> _What is expected_: The records are to be reproduced verbatim.

(Beginning of Data for this task)

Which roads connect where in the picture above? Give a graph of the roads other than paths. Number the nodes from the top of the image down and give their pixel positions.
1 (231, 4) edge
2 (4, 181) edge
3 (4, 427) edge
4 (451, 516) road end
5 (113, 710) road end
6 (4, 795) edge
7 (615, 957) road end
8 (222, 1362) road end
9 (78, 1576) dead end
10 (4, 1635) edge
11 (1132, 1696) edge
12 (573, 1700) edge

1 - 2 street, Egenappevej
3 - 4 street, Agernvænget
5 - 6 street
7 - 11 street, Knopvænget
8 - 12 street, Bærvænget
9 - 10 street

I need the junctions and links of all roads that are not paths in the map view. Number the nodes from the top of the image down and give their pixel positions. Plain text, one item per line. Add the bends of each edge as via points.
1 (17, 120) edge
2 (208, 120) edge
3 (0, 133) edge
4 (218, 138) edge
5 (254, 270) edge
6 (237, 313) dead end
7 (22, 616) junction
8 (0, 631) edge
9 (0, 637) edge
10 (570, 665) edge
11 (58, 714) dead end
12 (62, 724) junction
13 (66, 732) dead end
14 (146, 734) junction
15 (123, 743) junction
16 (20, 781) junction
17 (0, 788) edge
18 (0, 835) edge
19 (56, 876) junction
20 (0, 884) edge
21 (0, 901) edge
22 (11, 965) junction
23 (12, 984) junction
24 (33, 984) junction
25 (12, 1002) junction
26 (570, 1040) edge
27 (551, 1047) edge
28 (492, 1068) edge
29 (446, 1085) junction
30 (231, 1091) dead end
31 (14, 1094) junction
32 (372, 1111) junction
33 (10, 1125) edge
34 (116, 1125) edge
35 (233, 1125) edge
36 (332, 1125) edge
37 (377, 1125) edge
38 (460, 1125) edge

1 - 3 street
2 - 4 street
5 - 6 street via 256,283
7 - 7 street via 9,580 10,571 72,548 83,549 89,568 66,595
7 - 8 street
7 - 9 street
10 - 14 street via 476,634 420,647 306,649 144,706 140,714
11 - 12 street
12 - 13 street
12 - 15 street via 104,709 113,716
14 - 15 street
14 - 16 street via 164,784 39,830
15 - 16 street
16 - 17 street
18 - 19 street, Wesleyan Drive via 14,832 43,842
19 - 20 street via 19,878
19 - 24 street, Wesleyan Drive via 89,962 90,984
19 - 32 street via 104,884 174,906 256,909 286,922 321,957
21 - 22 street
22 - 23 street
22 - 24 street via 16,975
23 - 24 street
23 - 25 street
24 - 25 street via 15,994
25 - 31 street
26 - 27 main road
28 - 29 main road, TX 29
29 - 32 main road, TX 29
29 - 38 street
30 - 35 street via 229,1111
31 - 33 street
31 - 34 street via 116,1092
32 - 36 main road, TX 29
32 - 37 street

(End of Data for this task)

> _Answer space_:
Which roads connect where in the picture above? Give a graph of the roads other than paths. Number the nodes from the top of the image down and give their pixel positions.
1 (231, 4) edge
2 (4, 181) edge
3 (4, 427) edge
4 (451, 516) road end
5 (113, 710) road end
6 (4, 795) edge
7 (615, 957) road end
8 (222, 1362) road end
9 (78, 1576) dead end
10 (4, 1635) edge
11 (1132, 1696) edge
12 (573, 1700) edge

1 - 2 street, Egenappevej
3 - 4 street, Agernvænget
5 - 6 street
7 - 11 street, Knopvænget
8 - 12 street, Bærvænget
9 - 10 street

I need the junctions and links of all roads that are not paths in the map view. Number the nodes from the top of the image down and give their pixel positions. Plain text, one item per line. Add the bends of each edge as via points.
1 (17, 120) edge
2 (208, 120) edge
3 (0, 133) edge
4 (218, 138) edge
5 (254, 270) edge
6 (237, 313) dead end
7 (22, 616) junction
8 (0, 631) edge
9 (0, 637) edge
10 (570, 665) edge
11 (58, 714) dead end
12 (62, 724) junction
13 (66, 732) dead end
14 (146, 734) junction
15 (123, 743) junction
16 (20, 781) junction
17 (0, 788) edge
18 (0, 835) edge
19 (56, 876) junction
20 (0, 884) edge
21 (0, 901) edge
22 (11, 965) junction
23 (12, 984) junction
24 (33, 984) junction
25 (12, 1002) junction
26 (570, 1040) edge
27 (551, 1047) edge
28 (492, 1068) edge
29 (446, 1085) junction
30 (231, 1091) dead end
31 (14, 1094) junction
32 (372, 1111) junction
33 (10, 1125) edge
34 (116, 1125) edge
35 (233, 1125) edge
36 (332, 1125) edge
37 (377, 1125) edge
38 (460, 1125) edge

1 - 3 street
2 - 4 street
5 - 6 street via 256,283
7 - 7 street via 9,580 10,571 72,548 83,549 89,568 66,595
7 - 8 street
7 - 9 street
10 - 14 street via 476,634 420,647 306,649 144,706 140,714
11 - 12 street
12 - 13 street
12 - 15 street via 104,709 113,716
14 - 15 street
14 - 16 street via 164,784 39,830
15 - 16 street
16 - 17 street
18 - 19 street, Wesleyan Drive via 14,832 43,842
19 - 20 street via 19,878
19 - 24 street, Wesleyan Drive via 89,962 90,984
19 - 32 street via 104,884 174,906 256,909 286,922 321,957
21 - 22 street
22 - 23 street
22 - 24 street via 16,975
23 - 24 street
23 - 25 street
24 - 25 street via 15,994
25 - 31 street
26 - 27 main road
28 - 29 main road, TX 29
29 - 32 main road, TX 29
29 - 38 street
30 - 35 street via 229,1111
31 - 33 street
31 - 34 street via 116,1092
32 - 36 main road, TX 29
32 - 37 street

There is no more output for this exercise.